Once you know how many lines below hold "dead", reply with that number and add nothing.

[[ Records to use open ]]

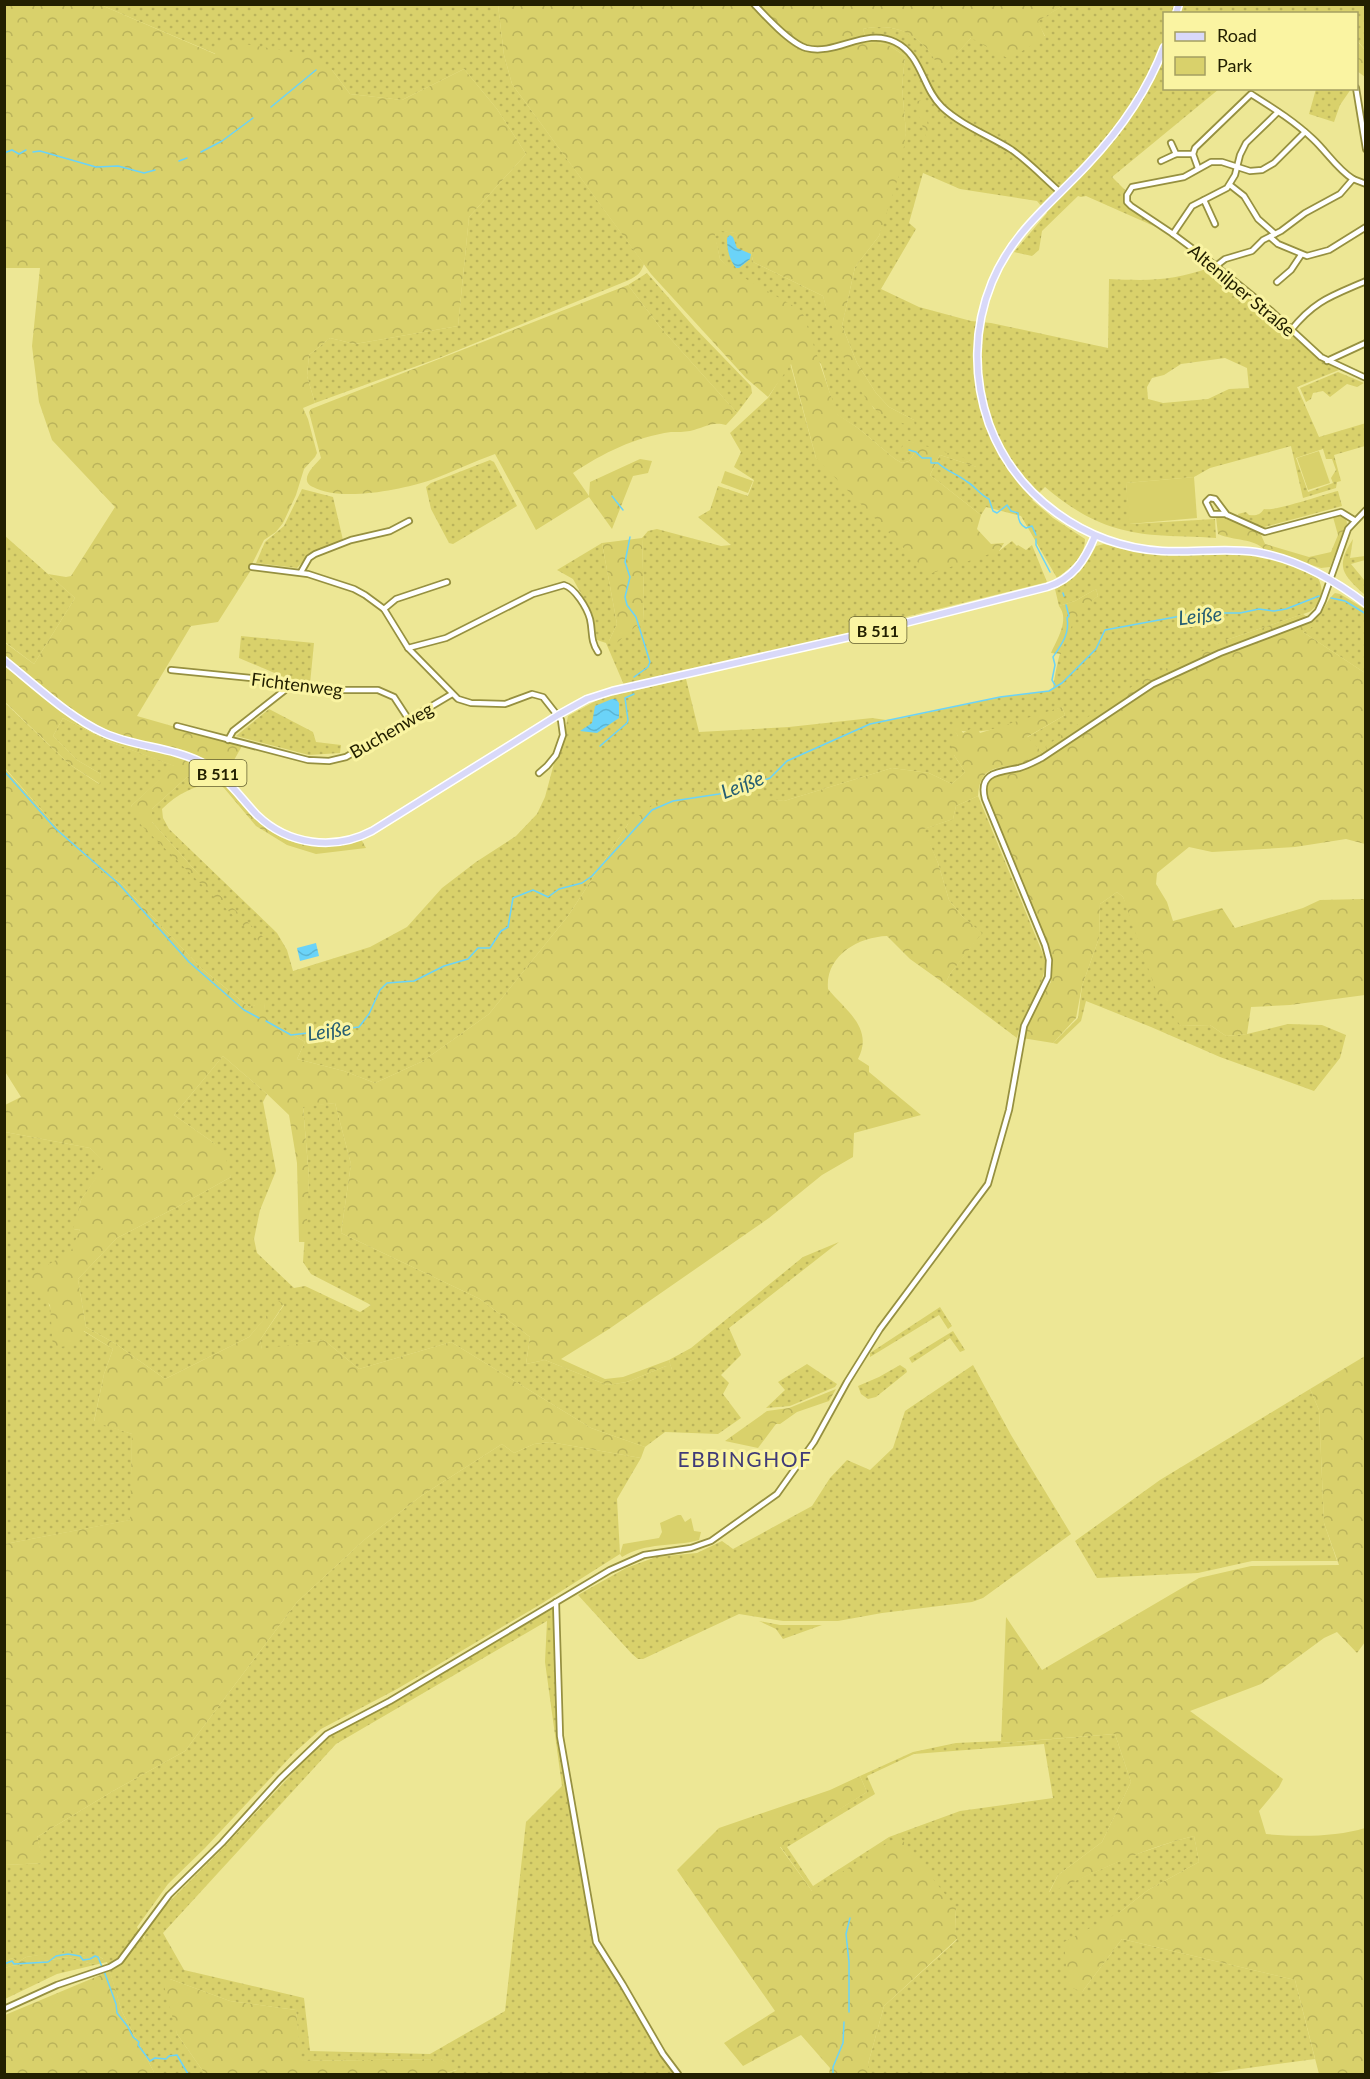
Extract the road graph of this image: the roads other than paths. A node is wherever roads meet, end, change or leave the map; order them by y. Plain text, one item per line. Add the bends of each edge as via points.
1 (754, 4) edge
2 (1163, 49) edge
3 (1356, 90) edge
4 (1278, 112) junction
5 (1305, 132) junction
6 (1171, 142) dead end
7 (1365, 149) edge
8 (1176, 154) junction
9 (1193, 154) junction
10 (1161, 161) dead end
11 (1198, 168) junction
12 (1238, 168) junction
13 (1353, 179) junction
14 (1365, 184) edge
15 (1230, 185) junction
16 (1060, 192) junction
17 (1204, 200) junction
18 (1215, 224) dead end
19 (1365, 227) edge
20 (1173, 234) junction
21 (1272, 235) junction
22 (1300, 255) junction
23 (1216, 266) junction
24 (1365, 281) edge
25 (1277, 282) dead end
26 (1291, 330) junction
27 (1365, 343) edge
28 (1327, 361) junction
29 (1365, 378) edge
30 (1365, 510) edge
31 (1227, 515) junction
32 (1354, 520) junction
33 (409, 521) dead end
34 (1095, 536) junction
35 (252, 567) dead end
36 (301, 572) junction
37 (1331, 579) junction
38 (447, 582) dead end
39 (1365, 604) edge
40 (384, 609) junction
41 (408, 648) junction
42 (598, 652) dead end
43 (4, 660) edge
44 (171, 670) dead end
45 (288, 683) junction
46 (452, 694) junction
47 (558, 715) junction
48 (409, 720) junction
49 (177, 726) dead end
50 (228, 740) junction
51 (539, 772) dead end
52 (556, 1602) junction
53 (4, 2009) edge
54 (678, 2074) edge

1 - 16 street via 807,48 872,37 899,44 917,62 932,96 943,108 1014,152
2 - 16 main road via 1127,118
3 - 7 street
4 - 5 street
4 - 9 street via 1251,94 1198,144
4 - 12 street via 1246,143
5 - 12 street via 1266,168
5 - 13 street
6 - 8 street
8 - 9 street
8 - 10 street
9 - 11 street
11 - 12 street via 1217,162
11 - 20 street, Altenilper Straße via 1184,177 1134,186 1127,195 1131,206
12 - 15 street
13 - 14 street
13 - 21 street via 1340,194
15 - 17 street
15 - 21 street via 1244,196
16 - 34 main road via 1028,225 999,267 981,321 978,374 985,408 1003,453 1025,484 1058,515
17 - 18 street
17 - 20 street via 1189,208
19 - 22 street via 1329,250
20 - 23 street, Altenilper Straße
21 - 22 street via 1275,242
21 - 23 street via 1250,252 1225,259
22 - 25 street
23 - 26 street, Altenilper Straße
24 - 26 street via 1318,303
26 - 28 street, Altenilper Straße
27 - 28 street
28 - 29 street, Altenilper Straße
30 - 32 street
31 - 31 street via 1215,499 1206,502 1212,514
31 - 32 street via 1265,532 1341,512
32 - 37 street
33 - 36 street via 390,531 315,554
34 - 37 main road via 1160,551 1256,552
34 - 47 main road, B 511 via 1075,572 1054,585 612,691
35 - 36 street
36 - 40 street via 360,592
37 - 39 main road
37 - 52 street via 1319,609 1305,622 1261,636 1171,675 1042,758 987,778 983,788 986,799 1045,945 1049,971 1024,1026 1010,1110 988,1184 891,1312 815,1440 777,1494 705,1544 632,1559
38 - 40 street via 396,599
40 - 41 street
41 - 42 street via 442,640 533,594 567,586 589,617
41 - 46 street
43 - 47 main road, B 511 via 84,722 116,737 200,762 227,781 271,826 315,842 344,842 367,833
44 - 45 street, Fichtenweg
45 - 48 street, Fichtenweg via 333,691 378,690 394,698
45 - 50 street via 285,690
46 - 47 street, Buchenweg via 471,703 506,705 537,694
46 - 48 street, Buchenweg
47 - 51 street via 563,727 561,746
48 - 50 street, Buchenweg via 351,755 326,762
49 - 50 street, Buchenweg
52 - 53 street via 320,1739 165,1900 123,1958 106,1969
52 - 54 street via 560,1736 596,1942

[[ Records to use closed ]]

**Expected output**
11